Dee Nasty n'oublie pas non plus de faire du tuntablism sur "I Give you All" et "Scratch to the Funk", virant jusqu'au hip hop abstrait sur le finale très réussi de "Zulu Forever". Il n'omet pas non plus de payer un tribut aux autres musiques noires (funk notamment sur "Peace & Unity") et d'apporter sa touche au revival electro ("3 Heures pour Poser" en compagnie des guignols de Saïan Supa Crew). Enfin, il s'intéresse aux franges les plus expérimentales du hip hop indépendant en conviant Anti-Pop Consortium sur "The Looking Glass". Sauf qu'ici, il y a sensible erreur sur la marchandise : en lieu et place des ambiances étranges et hallucinées de Tragic Epilogue, voici un titre lisse et parcouru de scratches académiques. Mauvaise surprise tout à fait relative, néanmoins, le morceau dévoilant à l'écoute un charme réel et pérenne, insoupçonné à premier abord.

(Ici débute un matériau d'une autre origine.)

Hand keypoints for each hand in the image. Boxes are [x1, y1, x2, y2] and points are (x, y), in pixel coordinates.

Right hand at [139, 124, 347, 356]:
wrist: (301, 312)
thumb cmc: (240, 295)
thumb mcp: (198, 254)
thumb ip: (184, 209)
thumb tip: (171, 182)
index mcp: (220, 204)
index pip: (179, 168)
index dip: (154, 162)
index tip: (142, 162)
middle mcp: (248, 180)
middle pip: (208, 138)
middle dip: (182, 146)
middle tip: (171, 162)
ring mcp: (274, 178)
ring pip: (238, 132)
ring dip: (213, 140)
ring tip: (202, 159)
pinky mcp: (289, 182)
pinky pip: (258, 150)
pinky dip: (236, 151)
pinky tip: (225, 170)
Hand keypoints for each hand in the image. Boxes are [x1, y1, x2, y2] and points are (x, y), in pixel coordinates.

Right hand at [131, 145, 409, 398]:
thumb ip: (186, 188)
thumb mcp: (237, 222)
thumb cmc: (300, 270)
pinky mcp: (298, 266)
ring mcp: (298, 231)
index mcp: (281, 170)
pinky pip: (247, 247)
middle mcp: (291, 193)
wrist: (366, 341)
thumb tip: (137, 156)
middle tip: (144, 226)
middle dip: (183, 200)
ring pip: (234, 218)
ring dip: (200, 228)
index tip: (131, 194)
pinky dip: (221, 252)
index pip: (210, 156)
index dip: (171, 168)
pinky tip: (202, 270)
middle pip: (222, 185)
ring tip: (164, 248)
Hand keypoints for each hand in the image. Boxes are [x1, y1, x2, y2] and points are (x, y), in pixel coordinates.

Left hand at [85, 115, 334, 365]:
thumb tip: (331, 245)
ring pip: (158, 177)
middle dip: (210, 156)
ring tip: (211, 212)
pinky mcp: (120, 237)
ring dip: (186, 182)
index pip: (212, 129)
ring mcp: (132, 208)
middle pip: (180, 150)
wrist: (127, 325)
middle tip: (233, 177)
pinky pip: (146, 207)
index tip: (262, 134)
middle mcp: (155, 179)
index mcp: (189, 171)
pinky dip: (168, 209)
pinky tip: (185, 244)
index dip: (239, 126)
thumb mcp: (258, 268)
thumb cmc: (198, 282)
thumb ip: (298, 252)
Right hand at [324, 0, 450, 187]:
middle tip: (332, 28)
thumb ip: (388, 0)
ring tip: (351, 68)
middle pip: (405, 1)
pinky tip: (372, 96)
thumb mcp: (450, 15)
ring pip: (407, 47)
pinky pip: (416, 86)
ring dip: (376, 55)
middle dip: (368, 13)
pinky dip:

La plupart des titres de Nastyness sonnent donc finalement traditionnel, Dee Nasty livrant avec sagesse le hip hop qu'il maîtrise le mieux, celui qu'il défend depuis vingt ans. A une exception près, une exception notable, décisive, qui soutient à elle seule l'album et en assure la réussite : une réminiscence discrète mais capitale de ses escapades dans la house. Pas toujours perceptible, cette influence se traduit avant tout par un rythme souvent plus veule et moins heurté que celui habituel au hip hop, par des montées et des baisses de tension bien gérées, par de très légères nappes et de nombreux autres effets indéniablement issus du genre. Une écoute au casque de "Bum Rush", "Ding Dong", "Pirates" ou du funky "Peace & Unity" permet de le constater.

Evidemment, de telles influences pourraient aussi bien aboutir à un désastre. Sauf que Dee Nasty n'a rien d'un amateur de musiques électroniques tout joyeux de s'encanailler au son du hip hop. Son parcours à lui est inverse, et il évite le syndrome de la musique papier-peint. Mieux encore, si sa volonté de se montrer au goût du jour aboutit ici ou là à quelques inepties, elle n'étouffe ni sa sincérité, ni sa touche personnelle, évidentes sur "La Jalousie" et sur "At Close Range". Finalement, Nastyness est une double anomalie plutôt bienvenue : un album hip hop français supérieur à la moyenne, et la preuve qu'un artiste rap sait parfois durer sans cesser d'être pertinent.